Si utilizzano le tre sigle della scala
CAI
per
differenziare l'impegno richiesto dagli itinerari di tipo escursionistico.
Questa precisazione non è utile soltanto per distinguere il diverso impegno
richiesto da un itinerario, ma anche per definire chiaramente il limite tra
difficoltà escursionistiche ed alpinistiche.
T = Turistico. -
Itinerari su stradine, mulattiere o comodi sentieri, con percorsi piuttosto
brevi, ben evidenti e che non pongono incertezze o problemi di orientamento.
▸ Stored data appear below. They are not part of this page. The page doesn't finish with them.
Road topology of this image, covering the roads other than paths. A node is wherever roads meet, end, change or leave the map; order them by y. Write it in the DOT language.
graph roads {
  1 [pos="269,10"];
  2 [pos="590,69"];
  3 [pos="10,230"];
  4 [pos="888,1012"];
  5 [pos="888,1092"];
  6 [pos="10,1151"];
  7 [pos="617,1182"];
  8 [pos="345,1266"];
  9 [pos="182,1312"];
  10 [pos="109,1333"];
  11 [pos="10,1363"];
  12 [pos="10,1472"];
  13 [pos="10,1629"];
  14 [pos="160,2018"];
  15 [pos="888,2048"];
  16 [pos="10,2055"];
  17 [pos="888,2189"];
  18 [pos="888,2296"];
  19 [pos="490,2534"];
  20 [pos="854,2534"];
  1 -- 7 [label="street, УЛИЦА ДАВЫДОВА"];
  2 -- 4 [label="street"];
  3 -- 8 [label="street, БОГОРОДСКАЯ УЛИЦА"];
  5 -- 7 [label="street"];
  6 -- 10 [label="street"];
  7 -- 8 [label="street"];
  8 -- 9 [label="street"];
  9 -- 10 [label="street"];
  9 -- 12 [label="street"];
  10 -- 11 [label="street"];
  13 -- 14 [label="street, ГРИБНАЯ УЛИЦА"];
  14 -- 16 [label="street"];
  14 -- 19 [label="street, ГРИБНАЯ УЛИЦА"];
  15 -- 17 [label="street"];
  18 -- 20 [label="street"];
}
Richiedono una certa conoscenza dell'ambiente montano e una preparazione
fisica alla camminata.
E =
Escursionistico. - Itinerari che si svolgono su sentieri, oppure su tracce
di passaggio in terreno vario (pascoli, detriti, pietraie), di solito con
segnalazioni; possono esservi brevi tratti pianeggianti o lievemente
inclinati di neve residua, quando, in caso di caduta, la scivolata si
arresta in breve spazio e senza pericoli. Si sviluppano a volte su terreni
aperti, senza sentieri ma non problematici, sempre con segnalazioni
adeguate. Possono svolgersi su pendii ripidi; i tratti esposti sono in
genere protetti (barriere) o assicurati (cavi). Possono avere singoli
passaggi su roccia, non esposti, o tratti brevi e non faticosi ne
impegnativi grazie ad attrezzature (scalette, pioli, cavi) che per non
necessitano l'uso di equipaggiamento specifico (imbragatura, moschettoni,
ecc.). Richiedono un certo senso di orientamento, come pure una certa
esperienza e conoscenza del terreno montagnoso, allenamento alla camminata,
oltre a calzature ed equipaggiamento adeguati. Costituiscono la grande
maggioranza dei percorsi escursionistici sulle montagne italiane.
EE = Per
escursionisti esperti. - Si tratta di itinerari generalmente segnalati ma
che implicano una capacità di muoversi su terreni particolari. Sentieri o
tracce su terreno impervio e infido (pendii ripidi e/o scivolosi di erba, o
misti di rocce ed erba, o di roccia e detriti). Terreno vario (pietraie,
brevi nevai non ripidi, pendii aperti senza punti di riferimento ecc.).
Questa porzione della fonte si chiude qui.